Start of Supplied material

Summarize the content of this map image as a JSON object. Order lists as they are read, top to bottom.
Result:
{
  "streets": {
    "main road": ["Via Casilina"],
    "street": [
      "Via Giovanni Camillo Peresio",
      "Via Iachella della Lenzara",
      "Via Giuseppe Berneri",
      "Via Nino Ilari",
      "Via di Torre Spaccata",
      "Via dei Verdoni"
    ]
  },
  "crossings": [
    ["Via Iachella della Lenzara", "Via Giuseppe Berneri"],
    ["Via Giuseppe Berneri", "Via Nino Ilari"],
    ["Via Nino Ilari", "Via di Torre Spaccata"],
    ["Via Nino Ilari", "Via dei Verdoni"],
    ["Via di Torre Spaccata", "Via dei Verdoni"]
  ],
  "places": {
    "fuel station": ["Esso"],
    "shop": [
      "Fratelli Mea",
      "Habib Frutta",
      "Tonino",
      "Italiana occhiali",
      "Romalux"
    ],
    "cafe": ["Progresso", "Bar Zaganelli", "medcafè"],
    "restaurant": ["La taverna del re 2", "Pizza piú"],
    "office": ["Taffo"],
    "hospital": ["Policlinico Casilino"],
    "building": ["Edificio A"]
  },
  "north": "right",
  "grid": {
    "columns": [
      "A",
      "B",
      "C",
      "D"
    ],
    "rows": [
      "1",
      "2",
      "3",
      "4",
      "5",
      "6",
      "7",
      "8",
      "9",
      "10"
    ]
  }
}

End of Supplied material

Try it:
All the entries above are to be transcribed without any alteration.

Task solution:
Summarize the content of this map image as a JSON object. Order lists as they are read, top to bottom.
Result:
{
  "streets": {
    "main road": ["Via Casilina"],
    "street": [
      "Via Giovanni Camillo Peresio",
      "Via Iachella della Lenzara",
      "Via Giuseppe Berneri",
      "Via Nino Ilari",
      "Via di Torre Spaccata",
      "Via dei Verdoni"
    ]
  },
  "crossings": [
    ["Via Iachella della Lenzara", "Via Giuseppe Berneri"],
    ["Via Giuseppe Berneri", "Via Nino Ilari"],
    ["Via Nino Ilari", "Via di Torre Spaccata"],
    ["Via Nino Ilari", "Via dei Verdoni"],
    ["Via di Torre Spaccata", "Via dei Verdoni"]
  ],
  "places": {
    "fuel station": ["Esso"],
    "shop": [
      "Fratelli Mea",
      "Habib Frutta",
      "Tonino",
      "Italiana occhiali",
      "Romalux"
    ],
    "cafe": ["Progresso", "Bar Zaganelli", "medcafè"],
    "restaurant": ["La taverna del re 2", "Pizza piú"],
    "office": ["Taffo"],
    "hospital": ["Policlinico Casilino"],
    "building": ["Edificio A"]
  },
  "north": "right",
  "grid": {
    "columns": [
      "A",
      "B",
      "C",
      "D"
    ],
    "rows": [
      "1",
      "2",
      "3",
      "4",
      "5",
      "6",
      "7",
      "8",
      "9",
      "10"
    ]
  }
}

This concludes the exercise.